When a currency floats, it means that the market forces of supply and demand determine its value. For a market to be efficient, all of the factors that can lead to manipulation of either demand or supply would need to be tightly controlled. The greatest threat to the value of a floated currency is speculation. In the context of foreign exchange, speculators are people who transact in forex, not because they have any immediate need of foreign currency to engage in any legitimate transactions, pay for school fees, or travel for leisure, but simply to use it as a store of value. They treat forex transactions as investments in long-term assets, not short-term liquid transactions. Speculators are essentially making a bet that the naira will fall in value relative to foreign currencies like the dollar, and so they buy up all the dollars they can possibly lay their hands on and save it. Speculators who buy up dollars and keep it as a store of value effectively create “artificial demand.” In a market with fixed supply, higher demand always leads to higher prices, or in forex terms, devaluation of the naira. But speculators do something that is even worse: they mop up the available dollars or other foreign currencies and completely remove them from the market. Which means they also reduce dollar supply in the forex market. Reducing supply when demand has not changed also leads to an increase in prices, or naira devaluation.

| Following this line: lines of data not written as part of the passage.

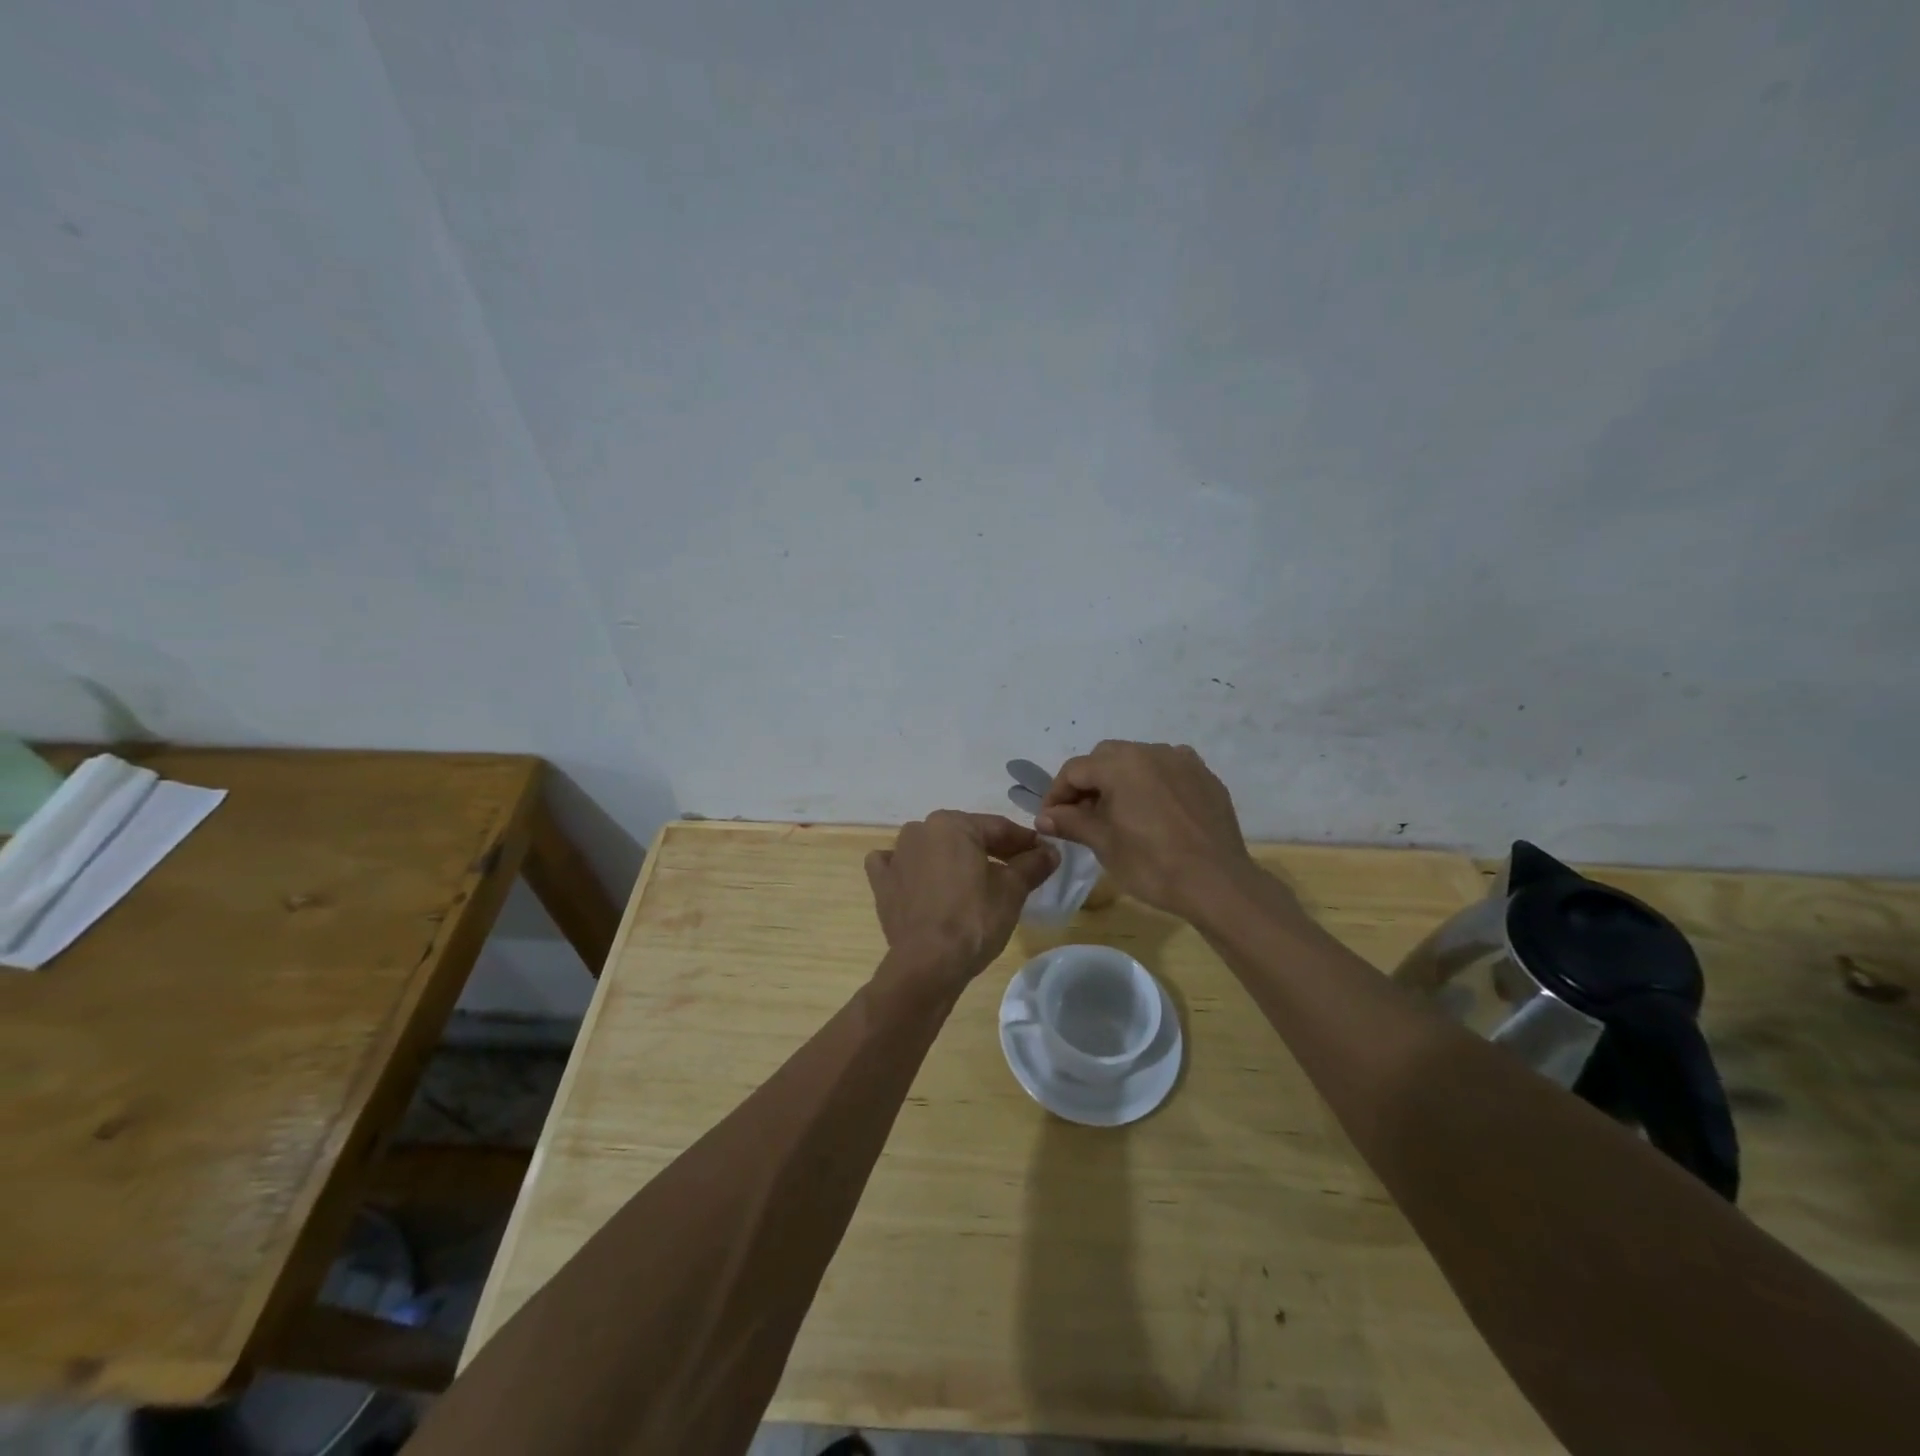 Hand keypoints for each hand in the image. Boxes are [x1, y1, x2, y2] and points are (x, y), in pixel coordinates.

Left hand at [865, 811, 1058, 987]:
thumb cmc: (974, 919)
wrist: (928, 963)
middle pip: (966, 836)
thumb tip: (1051, 851)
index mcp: (953, 824)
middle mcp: (920, 830)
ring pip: (932, 847)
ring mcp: (897, 855)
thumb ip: (1032, 864)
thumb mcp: (1012, 890)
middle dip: (991, 850)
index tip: (1043, 853)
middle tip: (1017, 869)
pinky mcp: (881, 882)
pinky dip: (910, 868)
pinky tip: (921, 881)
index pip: (998, 828)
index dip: (1024, 842)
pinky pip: (897, 865)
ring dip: (952, 857)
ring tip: (974, 880)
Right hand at [1036, 741, 1252, 917]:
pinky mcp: (1205, 777)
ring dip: (1121, 780)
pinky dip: (1152, 784)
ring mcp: (1183, 761)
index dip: (1056, 793)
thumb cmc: (1152, 864)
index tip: (1050, 819)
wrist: (1218, 883)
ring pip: (1138, 761)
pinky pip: (1168, 771)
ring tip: (1119, 814)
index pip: (1075, 769)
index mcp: (1122, 764)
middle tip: (1081, 815)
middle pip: (1106, 758)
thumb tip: (1044, 816)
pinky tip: (1154, 813)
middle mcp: (1151, 752)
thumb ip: (1071, 822)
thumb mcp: (1104, 844)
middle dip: (1088, 782) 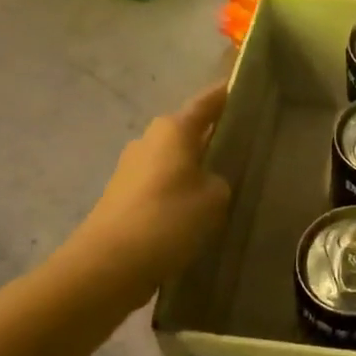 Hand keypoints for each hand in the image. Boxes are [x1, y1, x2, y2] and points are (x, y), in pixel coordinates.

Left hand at [64, 82, 231, 307]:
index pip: (208, 101)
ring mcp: (132, 169)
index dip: (228, 94)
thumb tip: (209, 181)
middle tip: (246, 145)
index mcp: (173, 129)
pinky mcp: (123, 197)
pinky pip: (161, 185)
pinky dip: (179, 192)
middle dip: (214, 136)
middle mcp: (150, 140)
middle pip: (189, 130)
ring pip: (174, 160)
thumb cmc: (167, 219)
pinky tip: (196, 213)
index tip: (248, 89)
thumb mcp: (214, 198)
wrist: (107, 266)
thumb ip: (220, 180)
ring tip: (225, 184)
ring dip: (195, 168) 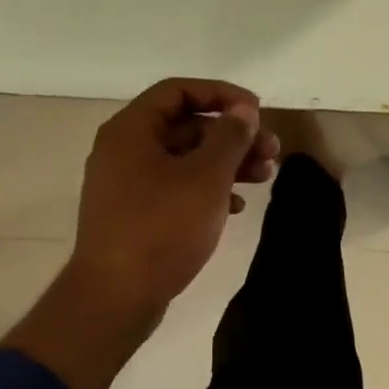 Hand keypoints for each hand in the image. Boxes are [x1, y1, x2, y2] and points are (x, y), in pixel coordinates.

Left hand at [0, 78, 276, 388]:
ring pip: (186, 158)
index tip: (257, 112)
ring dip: (228, 163)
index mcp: (132, 130)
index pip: (179, 91)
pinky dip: (209, 189)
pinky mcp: (136, 213)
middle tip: (272, 151)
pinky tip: (236, 207)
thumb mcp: (206, 177)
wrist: (116, 297)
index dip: (222, 94)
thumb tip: (243, 111)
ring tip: (265, 177)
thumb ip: (230, 137)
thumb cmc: (162, 228)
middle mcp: (125, 149)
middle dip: (233, 135)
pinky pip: (178, 187)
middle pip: (187, 125)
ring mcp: (128, 183) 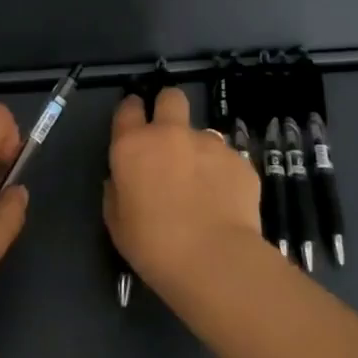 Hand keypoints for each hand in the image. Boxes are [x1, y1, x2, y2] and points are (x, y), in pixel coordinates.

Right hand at [105, 86, 265, 297]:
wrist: (214, 260)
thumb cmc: (154, 246)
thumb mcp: (117, 223)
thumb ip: (118, 191)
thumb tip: (124, 179)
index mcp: (134, 146)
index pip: (128, 108)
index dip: (132, 111)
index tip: (135, 124)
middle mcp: (171, 134)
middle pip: (171, 97)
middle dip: (169, 108)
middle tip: (170, 137)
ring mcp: (209, 144)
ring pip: (203, 133)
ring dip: (199, 151)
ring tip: (204, 187)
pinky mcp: (240, 160)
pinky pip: (227, 160)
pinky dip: (224, 175)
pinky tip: (225, 203) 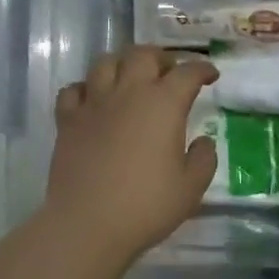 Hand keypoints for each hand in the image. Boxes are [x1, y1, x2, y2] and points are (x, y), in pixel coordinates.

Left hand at [47, 47, 218, 263]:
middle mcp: (128, 92)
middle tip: (169, 73)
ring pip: (105, 62)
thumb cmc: (146, 206)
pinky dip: (85, 89)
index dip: (202, 69)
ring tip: (130, 80)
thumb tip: (202, 141)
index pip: (187, 72)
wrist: (88, 224)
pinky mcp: (67, 120)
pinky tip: (93, 101)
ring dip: (122, 64)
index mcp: (163, 104)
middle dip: (160, 58)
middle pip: (143, 54)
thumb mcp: (191, 188)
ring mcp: (94, 103)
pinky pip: (73, 90)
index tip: (210, 75)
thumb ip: (203, 159) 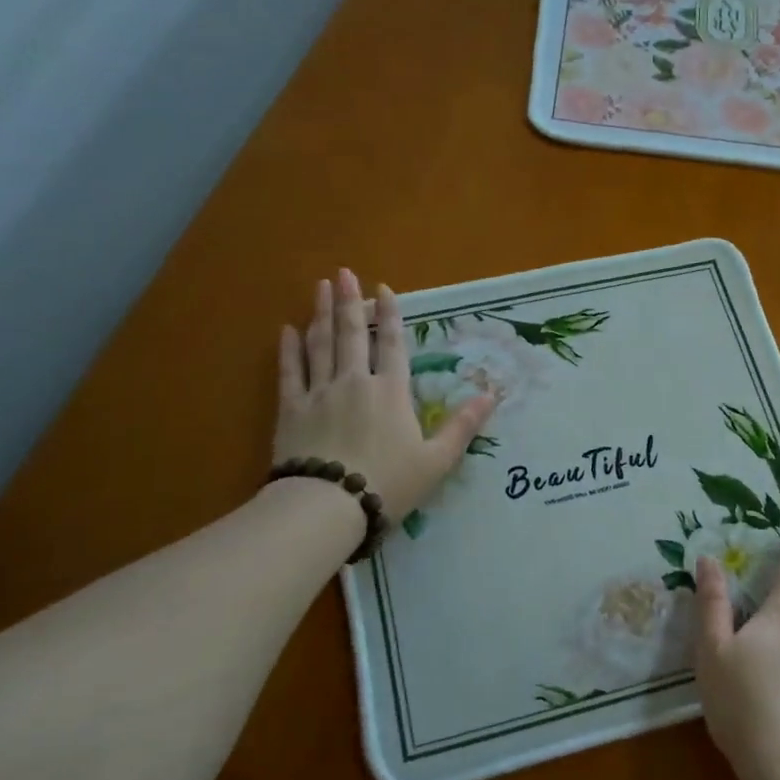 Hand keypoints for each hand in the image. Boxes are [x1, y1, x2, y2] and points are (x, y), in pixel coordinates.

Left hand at [272, 268, 494, 524]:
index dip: (390, 316)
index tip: (383, 289)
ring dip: (321, 314)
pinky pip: (290, 372)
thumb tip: (492, 395)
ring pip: (320, 345)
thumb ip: (462, 426)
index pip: (393, 345)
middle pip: (353, 335)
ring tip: (320, 288)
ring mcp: (320, 393)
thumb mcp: (437, 461)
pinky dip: (289, 350)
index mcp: (391, 393)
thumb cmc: (388, 484)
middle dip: (350, 302)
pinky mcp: (291, 410)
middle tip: (343, 273)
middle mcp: (355, 383)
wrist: (328, 506)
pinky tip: (287, 331) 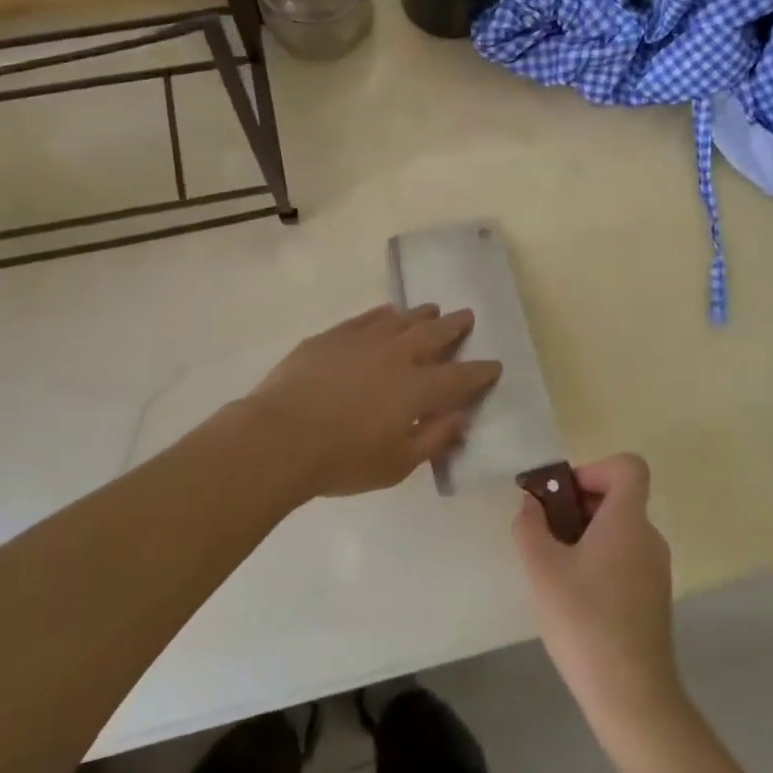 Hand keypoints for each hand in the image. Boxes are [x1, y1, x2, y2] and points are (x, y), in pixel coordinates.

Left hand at [239, 304, 501, 501]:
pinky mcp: (333, 337)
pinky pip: (366, 318)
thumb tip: (461, 418)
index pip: (460, 377)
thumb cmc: (342, 460)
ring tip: (432, 309)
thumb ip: (434, 438)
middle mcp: (397, 357)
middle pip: (434, 335)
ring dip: (421, 315)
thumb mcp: (397, 464)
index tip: (494, 365)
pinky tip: (388, 312)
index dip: (480, 372)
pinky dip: (383, 314)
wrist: (279, 438)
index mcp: (417, 389)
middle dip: (454, 327)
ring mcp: (363, 341)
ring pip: (401, 320)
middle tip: (467, 316)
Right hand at [514, 454, 680, 728]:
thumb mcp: (542, 569)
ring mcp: (656, 570)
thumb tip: (531, 504)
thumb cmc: (584, 620)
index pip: (628, 467)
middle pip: (619, 498)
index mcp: (628, 520)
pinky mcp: (654, 598)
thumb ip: (530, 526)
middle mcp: (649, 537)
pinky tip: (574, 597)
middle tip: (546, 533)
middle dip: (579, 505)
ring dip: (586, 535)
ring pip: (620, 531)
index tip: (564, 497)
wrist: (632, 696)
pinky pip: (626, 558)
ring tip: (554, 568)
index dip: (594, 469)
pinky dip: (600, 561) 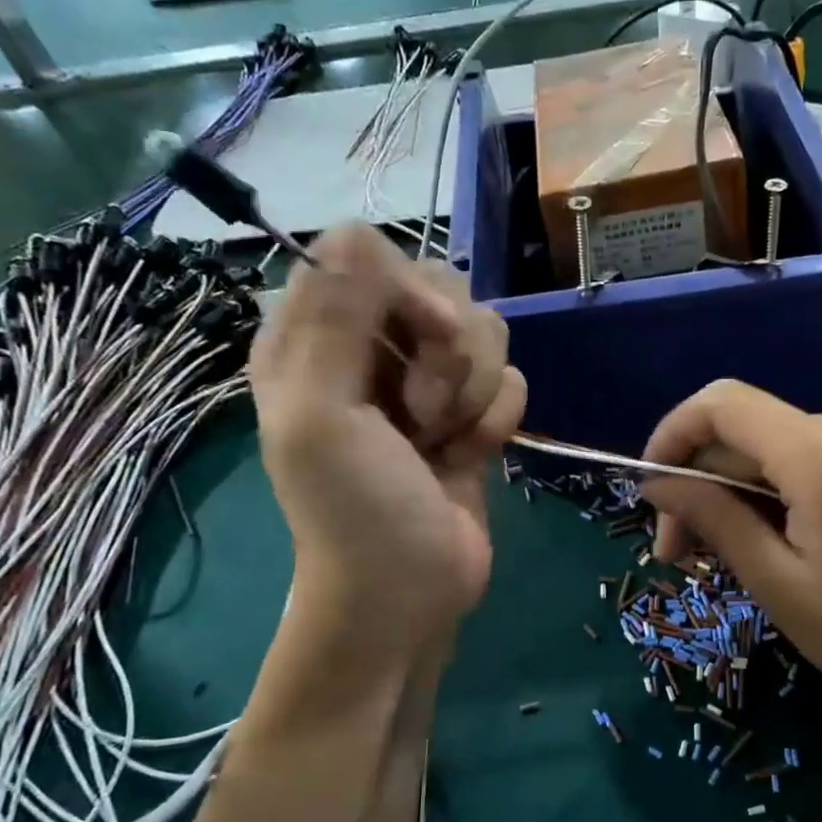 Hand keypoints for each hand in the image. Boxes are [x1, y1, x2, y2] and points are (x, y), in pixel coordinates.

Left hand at [248, 226, 525, 664]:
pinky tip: (471, 454)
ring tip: (443, 439)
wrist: (406, 593)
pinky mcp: (469, 411)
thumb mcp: (325, 414)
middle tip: (423, 410)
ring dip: (473, 389)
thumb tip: (357, 227)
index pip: (370, 256)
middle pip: (439, 285)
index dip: (408, 288)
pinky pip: (509, 376)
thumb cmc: (355, 511)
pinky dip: (496, 417)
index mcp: (313, 338)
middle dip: (447, 350)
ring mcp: (423, 380)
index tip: (425, 334)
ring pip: (483, 330)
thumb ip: (336, 319)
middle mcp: (369, 348)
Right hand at [638, 380, 821, 736]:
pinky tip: (762, 540)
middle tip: (677, 554)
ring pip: (767, 448)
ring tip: (716, 556)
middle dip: (698, 484)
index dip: (671, 435)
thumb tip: (656, 483)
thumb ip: (713, 518)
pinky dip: (767, 492)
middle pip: (741, 432)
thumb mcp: (777, 583)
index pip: (720, 404)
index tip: (648, 490)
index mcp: (818, 453)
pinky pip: (800, 459)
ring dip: (730, 493) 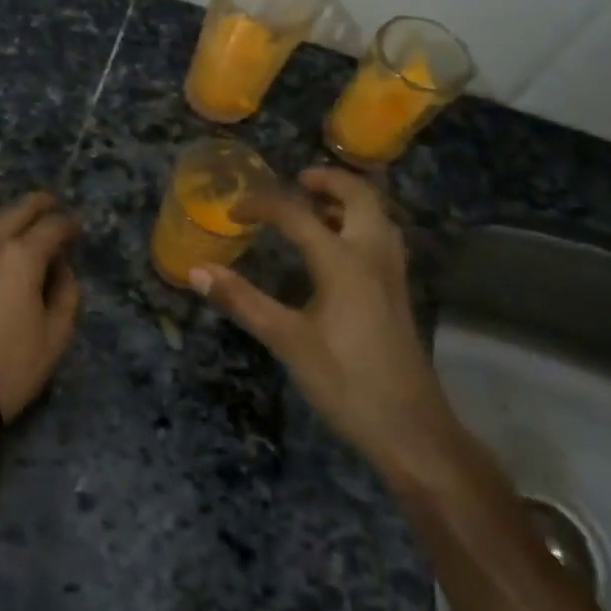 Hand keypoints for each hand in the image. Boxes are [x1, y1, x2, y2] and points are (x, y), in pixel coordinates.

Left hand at [0, 193, 81, 432]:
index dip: (69, 225)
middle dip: (41, 205)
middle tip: (55, 209)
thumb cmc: (11, 368)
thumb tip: (60, 268)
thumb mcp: (56, 336)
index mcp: (21, 256)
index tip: (77, 231)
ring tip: (24, 224)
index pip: (52, 225)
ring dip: (10, 215)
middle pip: (17, 209)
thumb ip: (67, 292)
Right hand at [190, 169, 460, 473]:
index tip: (234, 211)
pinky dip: (359, 223)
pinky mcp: (397, 292)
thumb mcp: (287, 341)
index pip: (297, 215)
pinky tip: (337, 248)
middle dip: (327, 180)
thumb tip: (197, 271)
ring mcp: (392, 274)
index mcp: (343, 261)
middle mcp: (373, 255)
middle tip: (296, 181)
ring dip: (347, 200)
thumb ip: (243, 301)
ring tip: (315, 206)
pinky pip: (381, 237)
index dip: (262, 206)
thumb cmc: (346, 382)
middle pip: (359, 196)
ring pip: (376, 215)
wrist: (412, 430)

Nigeria is now a big speculators’ market. The Nigerian government accused Binance, a foreign cryptocurrency platform, of “moving” $26 billion in funds within just the last year. The banks have been major players in the speculative market, and the Tinubu government even recognises this fact and has gone as far as passing new laws that impose a tax rate of 70 percent on so-called forex “windfall gains” at banks. This action shows that the government is very much aware that the banks are gaming the system, yet they allow these shenanigans to continue, satisfied with imposing taxes on the backend and ignoring the devaluation and inflationary pressures that speculation causes. It is common knowledge that all of the printed and borrowed “ways and means” monies that the Tinubu government allocates to state governors and parastatals first find their way into the forex speculation market, generating yet more “artificial” demand and mopping up forex supply, thereby making a bad situation even worse.

For Nigeria’s currency to be saved from the speculation-induced buffeting it now suffers, the Central Bank must wake up to its responsibilities. Windfall gains from banks should not just be taxed; those financial institutions that are actively speculating must be called to order. The practice of allowing fiscal allocations, which are borrowed funds from unbacked ways and means reserves, to be used for speculative purposes should be urgently curtailed.

The government must also do more to grow the economy, and there are so many ways that this can be done. Here are two simple ones: Nigeria has a housing deficit of over 25 million units. There is more than a trillion dollars of potential value that can be unlocked by addressing just some of that deficit. Nigeria also has about 250 million acres of arable land mass, much of which can be made available for agricultural entrepreneurship initiatives that will put tens of millions of youth to work.

But to realise these opportunities, the Tinubu government must first wake up to the realisation that Lagos is not Nigeria, revamp their team accordingly, and get to the business of doing the real work needed to better the lives of the Nigerian people.